Geometric optics gives the direction of each ray in isolation. When you consider diffraction, the result depends on the intensity distribution in the cross section of the beam.

The comments have talked about Gaussian beams because that is the most common distribution for laser beams. So we we will consider an ideal case - Gaussian beams, optics with no aberrations, and optics with large enough diameter that the aperture does not significantly truncate the beam. In that case, If a Gaussian beam goes in, a Gaussian beam comes out the other side of the lens. The picture is from this.

enter image description here

All Gaussian beams have this relationship between the diameter of the beam waist and the divergence angle of the beam at a large distance from the waist. θ=1.22λ/D. To make θ small, make D big.
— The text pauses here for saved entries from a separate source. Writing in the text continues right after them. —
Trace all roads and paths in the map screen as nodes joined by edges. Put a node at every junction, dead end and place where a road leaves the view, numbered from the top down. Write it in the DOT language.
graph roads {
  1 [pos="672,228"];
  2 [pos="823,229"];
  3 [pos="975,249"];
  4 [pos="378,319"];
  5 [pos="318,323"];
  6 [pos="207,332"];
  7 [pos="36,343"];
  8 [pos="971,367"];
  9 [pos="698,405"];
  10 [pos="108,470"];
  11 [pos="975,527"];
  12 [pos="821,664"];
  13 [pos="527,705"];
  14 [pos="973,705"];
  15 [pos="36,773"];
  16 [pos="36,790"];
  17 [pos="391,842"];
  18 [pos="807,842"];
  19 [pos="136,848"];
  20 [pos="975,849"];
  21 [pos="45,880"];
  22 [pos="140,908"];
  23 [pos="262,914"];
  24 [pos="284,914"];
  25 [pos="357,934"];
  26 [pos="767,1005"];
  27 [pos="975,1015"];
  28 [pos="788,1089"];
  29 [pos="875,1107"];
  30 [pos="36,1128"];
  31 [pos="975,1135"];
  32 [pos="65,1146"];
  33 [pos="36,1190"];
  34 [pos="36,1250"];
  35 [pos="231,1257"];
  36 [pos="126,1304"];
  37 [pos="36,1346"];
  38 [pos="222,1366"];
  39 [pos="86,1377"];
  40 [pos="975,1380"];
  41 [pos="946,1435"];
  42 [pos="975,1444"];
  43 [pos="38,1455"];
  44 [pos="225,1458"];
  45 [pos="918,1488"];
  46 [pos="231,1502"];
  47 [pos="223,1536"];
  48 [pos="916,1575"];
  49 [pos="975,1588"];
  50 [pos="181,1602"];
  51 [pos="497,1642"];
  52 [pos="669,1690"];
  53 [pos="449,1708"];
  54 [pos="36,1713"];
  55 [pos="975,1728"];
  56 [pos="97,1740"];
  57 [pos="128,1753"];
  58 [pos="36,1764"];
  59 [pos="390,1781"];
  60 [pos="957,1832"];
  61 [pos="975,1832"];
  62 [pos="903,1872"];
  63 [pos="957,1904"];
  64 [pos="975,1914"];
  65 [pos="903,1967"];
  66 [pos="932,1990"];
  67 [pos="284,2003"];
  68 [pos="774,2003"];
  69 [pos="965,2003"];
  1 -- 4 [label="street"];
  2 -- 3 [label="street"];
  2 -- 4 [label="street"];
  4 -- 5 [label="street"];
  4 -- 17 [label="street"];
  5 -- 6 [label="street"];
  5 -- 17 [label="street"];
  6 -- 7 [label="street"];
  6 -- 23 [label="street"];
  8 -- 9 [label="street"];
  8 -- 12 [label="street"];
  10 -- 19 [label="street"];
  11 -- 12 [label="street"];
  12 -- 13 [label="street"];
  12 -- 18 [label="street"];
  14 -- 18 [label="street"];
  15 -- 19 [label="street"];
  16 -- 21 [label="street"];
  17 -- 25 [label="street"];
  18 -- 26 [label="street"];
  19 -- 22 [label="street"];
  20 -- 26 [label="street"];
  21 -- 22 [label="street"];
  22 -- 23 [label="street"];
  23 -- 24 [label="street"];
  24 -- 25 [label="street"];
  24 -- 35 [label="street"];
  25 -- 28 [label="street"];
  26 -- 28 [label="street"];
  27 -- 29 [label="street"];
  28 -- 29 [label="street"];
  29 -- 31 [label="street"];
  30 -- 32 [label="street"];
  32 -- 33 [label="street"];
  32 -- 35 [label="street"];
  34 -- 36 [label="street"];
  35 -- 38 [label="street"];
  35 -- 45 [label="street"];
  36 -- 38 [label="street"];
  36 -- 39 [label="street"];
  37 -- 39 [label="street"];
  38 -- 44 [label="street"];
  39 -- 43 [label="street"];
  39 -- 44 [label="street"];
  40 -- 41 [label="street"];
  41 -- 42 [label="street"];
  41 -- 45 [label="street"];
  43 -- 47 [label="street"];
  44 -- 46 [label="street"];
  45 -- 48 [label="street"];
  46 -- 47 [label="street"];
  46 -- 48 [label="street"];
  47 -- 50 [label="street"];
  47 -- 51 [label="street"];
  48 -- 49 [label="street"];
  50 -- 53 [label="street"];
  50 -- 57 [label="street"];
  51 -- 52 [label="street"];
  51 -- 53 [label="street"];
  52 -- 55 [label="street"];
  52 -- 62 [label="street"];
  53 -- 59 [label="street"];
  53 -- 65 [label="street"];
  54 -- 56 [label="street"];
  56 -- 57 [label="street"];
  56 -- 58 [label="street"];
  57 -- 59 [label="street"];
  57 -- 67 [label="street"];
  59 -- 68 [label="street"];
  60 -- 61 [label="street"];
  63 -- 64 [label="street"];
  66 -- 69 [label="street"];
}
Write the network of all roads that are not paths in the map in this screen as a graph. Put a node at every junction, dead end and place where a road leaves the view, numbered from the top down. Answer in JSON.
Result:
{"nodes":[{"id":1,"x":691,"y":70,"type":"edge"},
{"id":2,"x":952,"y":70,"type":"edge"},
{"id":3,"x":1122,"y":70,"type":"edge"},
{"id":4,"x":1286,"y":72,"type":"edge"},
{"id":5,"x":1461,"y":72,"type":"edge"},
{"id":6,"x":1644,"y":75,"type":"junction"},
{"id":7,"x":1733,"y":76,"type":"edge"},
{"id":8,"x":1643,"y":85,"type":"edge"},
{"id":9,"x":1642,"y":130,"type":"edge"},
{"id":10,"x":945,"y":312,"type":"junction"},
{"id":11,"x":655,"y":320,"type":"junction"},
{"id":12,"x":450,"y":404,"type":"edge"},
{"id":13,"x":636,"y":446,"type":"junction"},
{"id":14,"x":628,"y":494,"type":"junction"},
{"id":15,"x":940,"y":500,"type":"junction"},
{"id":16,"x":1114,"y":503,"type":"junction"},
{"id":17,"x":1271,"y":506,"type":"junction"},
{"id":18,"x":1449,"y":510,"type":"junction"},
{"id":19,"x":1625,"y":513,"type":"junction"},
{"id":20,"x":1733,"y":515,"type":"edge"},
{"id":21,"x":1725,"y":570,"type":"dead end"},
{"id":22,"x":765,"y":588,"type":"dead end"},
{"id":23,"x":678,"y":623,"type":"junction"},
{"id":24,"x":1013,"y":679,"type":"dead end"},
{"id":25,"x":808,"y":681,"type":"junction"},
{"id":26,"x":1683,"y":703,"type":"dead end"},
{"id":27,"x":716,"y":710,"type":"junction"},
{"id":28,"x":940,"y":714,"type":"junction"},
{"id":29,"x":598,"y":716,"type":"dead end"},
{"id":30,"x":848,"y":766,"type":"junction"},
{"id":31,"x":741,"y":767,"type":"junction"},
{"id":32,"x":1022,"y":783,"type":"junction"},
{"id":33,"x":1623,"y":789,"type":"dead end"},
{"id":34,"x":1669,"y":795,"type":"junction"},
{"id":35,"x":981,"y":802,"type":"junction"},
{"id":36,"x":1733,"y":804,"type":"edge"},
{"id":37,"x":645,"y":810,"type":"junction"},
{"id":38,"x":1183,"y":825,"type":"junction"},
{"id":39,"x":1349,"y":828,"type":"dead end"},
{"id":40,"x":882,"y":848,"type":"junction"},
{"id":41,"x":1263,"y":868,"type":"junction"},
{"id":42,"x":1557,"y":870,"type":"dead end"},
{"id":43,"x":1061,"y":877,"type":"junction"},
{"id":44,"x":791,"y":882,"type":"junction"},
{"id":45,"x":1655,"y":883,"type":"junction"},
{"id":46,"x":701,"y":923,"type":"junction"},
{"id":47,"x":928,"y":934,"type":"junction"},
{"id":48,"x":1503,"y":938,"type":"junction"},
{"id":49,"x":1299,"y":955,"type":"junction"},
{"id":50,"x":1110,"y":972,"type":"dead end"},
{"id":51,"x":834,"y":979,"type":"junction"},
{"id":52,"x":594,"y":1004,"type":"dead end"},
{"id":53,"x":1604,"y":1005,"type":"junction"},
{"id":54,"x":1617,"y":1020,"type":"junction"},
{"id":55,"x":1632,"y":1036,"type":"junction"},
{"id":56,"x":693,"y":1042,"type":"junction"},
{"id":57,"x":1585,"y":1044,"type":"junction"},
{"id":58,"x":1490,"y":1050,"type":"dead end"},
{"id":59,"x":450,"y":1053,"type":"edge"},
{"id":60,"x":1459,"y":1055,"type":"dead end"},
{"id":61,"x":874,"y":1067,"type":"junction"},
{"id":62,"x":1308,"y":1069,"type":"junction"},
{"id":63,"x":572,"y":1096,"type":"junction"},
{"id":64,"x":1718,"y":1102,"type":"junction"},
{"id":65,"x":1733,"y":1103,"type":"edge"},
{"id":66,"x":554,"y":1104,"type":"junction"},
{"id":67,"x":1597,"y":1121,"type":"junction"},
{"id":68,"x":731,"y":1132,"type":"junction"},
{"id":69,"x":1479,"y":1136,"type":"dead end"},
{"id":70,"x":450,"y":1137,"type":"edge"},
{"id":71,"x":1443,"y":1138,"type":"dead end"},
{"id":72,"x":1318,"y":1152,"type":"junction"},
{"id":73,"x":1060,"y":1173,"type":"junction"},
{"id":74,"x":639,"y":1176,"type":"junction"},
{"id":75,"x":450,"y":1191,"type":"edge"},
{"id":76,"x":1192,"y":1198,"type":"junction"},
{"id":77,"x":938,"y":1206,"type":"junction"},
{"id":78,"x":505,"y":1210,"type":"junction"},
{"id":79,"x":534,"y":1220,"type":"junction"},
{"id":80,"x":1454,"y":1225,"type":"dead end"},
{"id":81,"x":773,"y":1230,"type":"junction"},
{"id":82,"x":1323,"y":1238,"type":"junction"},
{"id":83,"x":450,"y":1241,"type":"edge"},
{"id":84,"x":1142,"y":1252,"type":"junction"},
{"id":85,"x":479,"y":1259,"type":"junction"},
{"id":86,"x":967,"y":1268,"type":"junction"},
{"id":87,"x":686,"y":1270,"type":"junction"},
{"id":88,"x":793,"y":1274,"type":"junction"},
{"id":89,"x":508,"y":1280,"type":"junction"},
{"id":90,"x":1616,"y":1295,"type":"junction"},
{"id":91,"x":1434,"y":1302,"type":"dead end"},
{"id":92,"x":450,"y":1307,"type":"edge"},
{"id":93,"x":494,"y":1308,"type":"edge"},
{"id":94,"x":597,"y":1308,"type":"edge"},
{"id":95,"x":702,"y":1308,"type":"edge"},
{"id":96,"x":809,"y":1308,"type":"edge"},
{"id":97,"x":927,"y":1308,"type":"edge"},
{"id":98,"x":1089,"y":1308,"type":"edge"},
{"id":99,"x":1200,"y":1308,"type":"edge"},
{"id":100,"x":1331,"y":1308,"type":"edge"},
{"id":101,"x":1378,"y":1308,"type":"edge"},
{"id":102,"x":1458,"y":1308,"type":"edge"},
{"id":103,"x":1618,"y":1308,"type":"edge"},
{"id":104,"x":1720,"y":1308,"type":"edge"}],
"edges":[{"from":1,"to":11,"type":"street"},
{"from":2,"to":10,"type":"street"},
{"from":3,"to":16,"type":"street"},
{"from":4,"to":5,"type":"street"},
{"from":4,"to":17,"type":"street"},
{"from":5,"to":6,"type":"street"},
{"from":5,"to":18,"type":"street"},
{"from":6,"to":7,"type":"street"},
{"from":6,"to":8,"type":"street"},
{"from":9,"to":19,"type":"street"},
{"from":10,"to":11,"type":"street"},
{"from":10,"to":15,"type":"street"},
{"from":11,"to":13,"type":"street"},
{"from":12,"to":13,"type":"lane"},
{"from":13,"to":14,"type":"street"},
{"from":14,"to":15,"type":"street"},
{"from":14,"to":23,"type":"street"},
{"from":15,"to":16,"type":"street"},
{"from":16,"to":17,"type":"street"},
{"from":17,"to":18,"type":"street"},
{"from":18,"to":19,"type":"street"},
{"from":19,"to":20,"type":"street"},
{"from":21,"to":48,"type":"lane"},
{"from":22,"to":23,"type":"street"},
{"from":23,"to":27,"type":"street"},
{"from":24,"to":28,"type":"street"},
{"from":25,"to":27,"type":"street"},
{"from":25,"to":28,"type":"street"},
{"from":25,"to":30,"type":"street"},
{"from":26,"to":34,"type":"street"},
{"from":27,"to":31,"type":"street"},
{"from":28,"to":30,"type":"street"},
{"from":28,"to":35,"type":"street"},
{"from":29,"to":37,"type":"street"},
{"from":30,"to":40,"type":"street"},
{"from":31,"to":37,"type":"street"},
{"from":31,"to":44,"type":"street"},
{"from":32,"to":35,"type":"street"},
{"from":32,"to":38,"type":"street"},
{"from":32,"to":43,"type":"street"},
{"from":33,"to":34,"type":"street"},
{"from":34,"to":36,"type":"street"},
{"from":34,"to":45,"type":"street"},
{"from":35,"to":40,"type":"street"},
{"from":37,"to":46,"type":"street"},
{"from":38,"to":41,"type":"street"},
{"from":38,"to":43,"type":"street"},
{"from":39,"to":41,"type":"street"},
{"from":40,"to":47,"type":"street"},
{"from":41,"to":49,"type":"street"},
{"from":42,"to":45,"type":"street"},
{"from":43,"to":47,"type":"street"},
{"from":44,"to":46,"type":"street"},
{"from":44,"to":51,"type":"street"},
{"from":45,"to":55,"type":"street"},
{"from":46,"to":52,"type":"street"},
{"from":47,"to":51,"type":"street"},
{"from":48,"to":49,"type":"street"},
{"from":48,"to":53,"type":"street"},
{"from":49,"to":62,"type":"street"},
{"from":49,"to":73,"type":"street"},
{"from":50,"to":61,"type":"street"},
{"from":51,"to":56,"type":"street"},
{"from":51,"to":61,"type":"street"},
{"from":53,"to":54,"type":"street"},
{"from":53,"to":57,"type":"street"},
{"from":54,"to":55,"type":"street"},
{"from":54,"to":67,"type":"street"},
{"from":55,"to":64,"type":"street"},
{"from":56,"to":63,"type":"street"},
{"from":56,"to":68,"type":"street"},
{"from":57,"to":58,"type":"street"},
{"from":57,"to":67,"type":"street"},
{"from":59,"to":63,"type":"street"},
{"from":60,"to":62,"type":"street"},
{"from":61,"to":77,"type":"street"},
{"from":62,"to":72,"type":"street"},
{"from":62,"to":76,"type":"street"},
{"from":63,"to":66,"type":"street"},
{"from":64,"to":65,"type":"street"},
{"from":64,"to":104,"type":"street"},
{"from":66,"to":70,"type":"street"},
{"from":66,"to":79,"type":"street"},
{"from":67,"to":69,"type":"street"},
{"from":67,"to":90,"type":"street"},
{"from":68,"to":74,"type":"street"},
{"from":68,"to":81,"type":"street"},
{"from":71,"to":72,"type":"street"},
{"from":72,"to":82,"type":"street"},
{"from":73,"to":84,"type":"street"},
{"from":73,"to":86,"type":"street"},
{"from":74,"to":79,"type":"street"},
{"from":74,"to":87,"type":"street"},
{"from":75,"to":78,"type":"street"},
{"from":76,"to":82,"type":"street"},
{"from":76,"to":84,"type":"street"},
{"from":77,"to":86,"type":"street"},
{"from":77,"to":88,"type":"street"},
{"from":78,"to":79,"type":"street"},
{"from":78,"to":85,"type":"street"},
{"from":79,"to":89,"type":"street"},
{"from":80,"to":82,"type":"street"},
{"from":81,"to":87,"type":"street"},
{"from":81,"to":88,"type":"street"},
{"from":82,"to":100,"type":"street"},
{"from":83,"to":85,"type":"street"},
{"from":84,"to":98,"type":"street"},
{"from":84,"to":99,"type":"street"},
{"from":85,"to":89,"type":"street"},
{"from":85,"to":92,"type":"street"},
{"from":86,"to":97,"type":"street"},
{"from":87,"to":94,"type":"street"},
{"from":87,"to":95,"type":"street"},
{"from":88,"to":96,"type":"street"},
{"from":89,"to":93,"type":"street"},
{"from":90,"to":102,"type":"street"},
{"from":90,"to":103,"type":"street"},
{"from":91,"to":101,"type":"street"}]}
In the picture, the diameter D is smaller than the beam diameter at the lens. This is because the waist on the right is not at distance f from the lens. Geometric optics shows that rays will converge. Diffraction of a Gaussian profile produces the beam on the left.

If the beam waist was a distance f from the lens, the beam waist would be right at the lens. It would be a little bigger, so the divergence angle would be a little smaller.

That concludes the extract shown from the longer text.